Vive con quello che le offre la Provvidenza tramite le donazioni e quando le chiediamo cosa possiamo portarle noi, un po’ restia a chiedere ma vinta dalla nostra insistenza, ci dice che le servono delle lenzuola perché in alcuni periodi arrivano tanti bambini da tutto il quartiere che non sa più dove sistemare e quindi devono dormire a terra, ma con le lenzuola almeno avranno un po’ più di dignità. Il suo sogno è costruire una scuola elementare tutta loro e ci presenta con orgoglio alcuni dei suoi “bambini” più cresciuti che si avviano a imparare un mestiere. Due studiano medicina.

Non ne abbiamo mai abbastanza del tempo speso con i bambini, sono sempre entusiasti all’arrivo del mzungu ma il piacere di stare lì è tutto nostro. Chiedono caramelle, ma vogliono soprattutto tanto affetto.

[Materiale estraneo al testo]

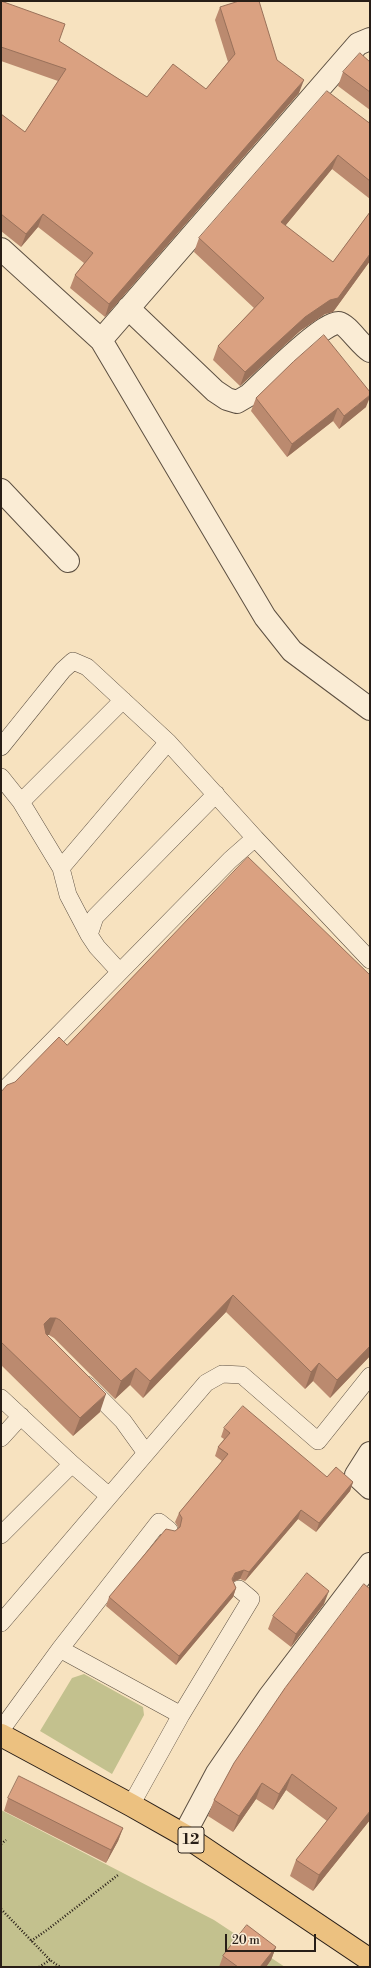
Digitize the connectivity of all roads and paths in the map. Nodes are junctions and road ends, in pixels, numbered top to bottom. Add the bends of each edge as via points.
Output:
1 (370, 39) edge
2 (320, 88) junction
3 (339, 102) edge
4 (1, 249) edge
5 (128, 308) junction
6 (100, 340) junction
7 (370, 352) edge
8 (1, 490) edge
9 (68, 561) dead end
10 (123, 700) junction
11 (370, 709) edge
12 (168, 742) junction
13 (1, 747) edge
14 (1, 777) edge
15 (216, 794) junction
16 (21, 802) junction
17 (255, 838) junction
18 (61, 868) junction
19 (88, 935) junction
20 (370, 960) edge
21 (119, 971) junction
22 (1, 1093) edge
23 (74, 1372) edge
24 (370, 1376) edge
25 (1, 1398) edge
26 (21, 1416) junction
27 (1, 1438) edge
28 (146, 1453) junction
29 (370, 1453) edge
30 (72, 1464) junction
31 (370, 1488) edge
32 (109, 1496) junction
33 (169, 1530) edge
34 (1, 1535) edge
35 (370, 1564) edge
36 (239, 1589) dead end
37 (1, 1623) edge
38 (60, 1649) junction
39 (181, 1715) junction
40 (1, 1730) edge
41 (1, 1735) edge
42 (131, 1805) junction
43 (184, 1835) junction
44 (6, 1840) dead end
45 (1, 1844) edge
46 (118, 1875) dead end
47 (1, 1909) edge
48 (31, 1941) junction
49 (50, 1960) junction
50 (370, 1960) edge
51 (39, 1967) edge
52 (60, 1967) edge

1 - 2 street via 358,44
2 - 3 street
2 - 5 street
4 - 6 street
5 - 6 street
5 - 7 street via 215,390 227,399 237,402 331,324 344,325
6 - 11 street via 265,617 292,651
8 - 9 street
10 - 12 lane
10 - 13 lane via 87,667 73,661 62,670
10 - 16 lane
12 - 15 lane
12 - 18 lane
14 - 16 lane
15 - 17 lane
15 - 19 lane via 95,917
16 - 18 lane
17 - 20 lane
17 - 21 lane
18 - 19 lane via 68,895
19 - 21 lane
21 - 22 lane
23 - 28 lane via 123,1421
24 - 28 lane via 318,1441 242,1375 222,1374 206,1383
25 - 26 lane
26 - 27 lane
26 - 30 lane
28 - 32 lane
29 - 31 street via 356,1475
30 - 32 lane
30 - 34 lane
32 - 37 lane
33 - 38 lane via 159,1522
35 - 43 street via 269,1697 218,1773
36 - 39 lane via 251,1599
38 - 39 lane
38 - 40 lane
39 - 42 lane
41 - 42 highway, 12
42 - 43 highway, 12
43 - 50 highway, 12
44 - 45 path
46 - 48 path
47 - 48 path
48 - 49 path
49 - 51 path
49 - 52 path

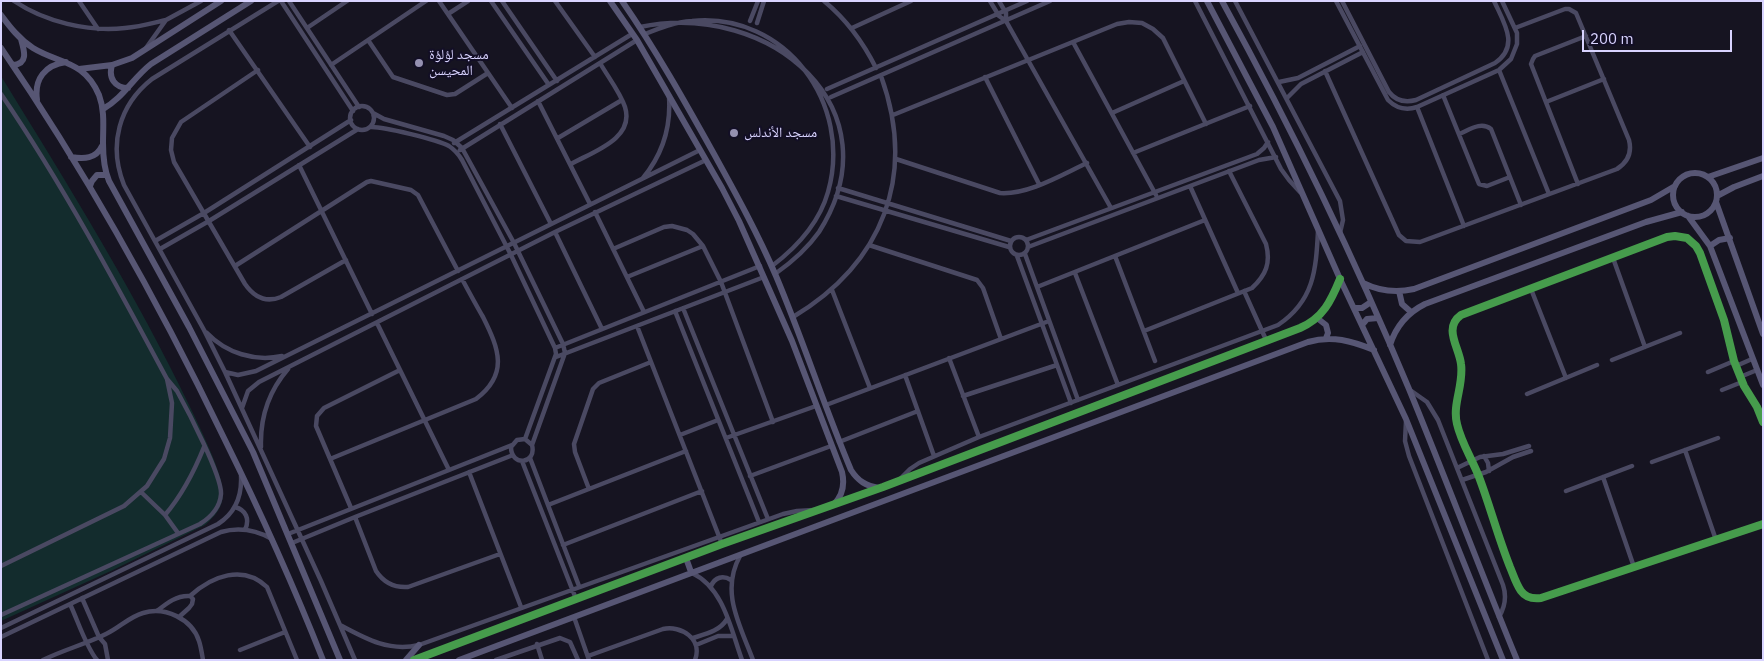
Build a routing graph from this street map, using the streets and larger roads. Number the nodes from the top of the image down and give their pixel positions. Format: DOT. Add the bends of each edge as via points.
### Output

Poi purtroppo arriva, sempre troppo presto, il momento di andarsene. Dopo aver trascorso un po’ di tempo tra i più semplici, l’Africa ti conquista e puoi guardare agli standard di comodità borghese di noi europei come a valori assolutamente relativi, nulla di indispensabile in toto, non un traguardo assoluto in ogni contesto storico-culturale. Intanto posso rallegrarmi vedendo nell’entusiasmo e nella passione di Andrew, mio collega prossimo alla laurea nell’università di Makerere, il futuro di un paese che spera in un rinnovamento e probabilmente, con un po’ di adeguato sostegno, è prossimo al cambiamento.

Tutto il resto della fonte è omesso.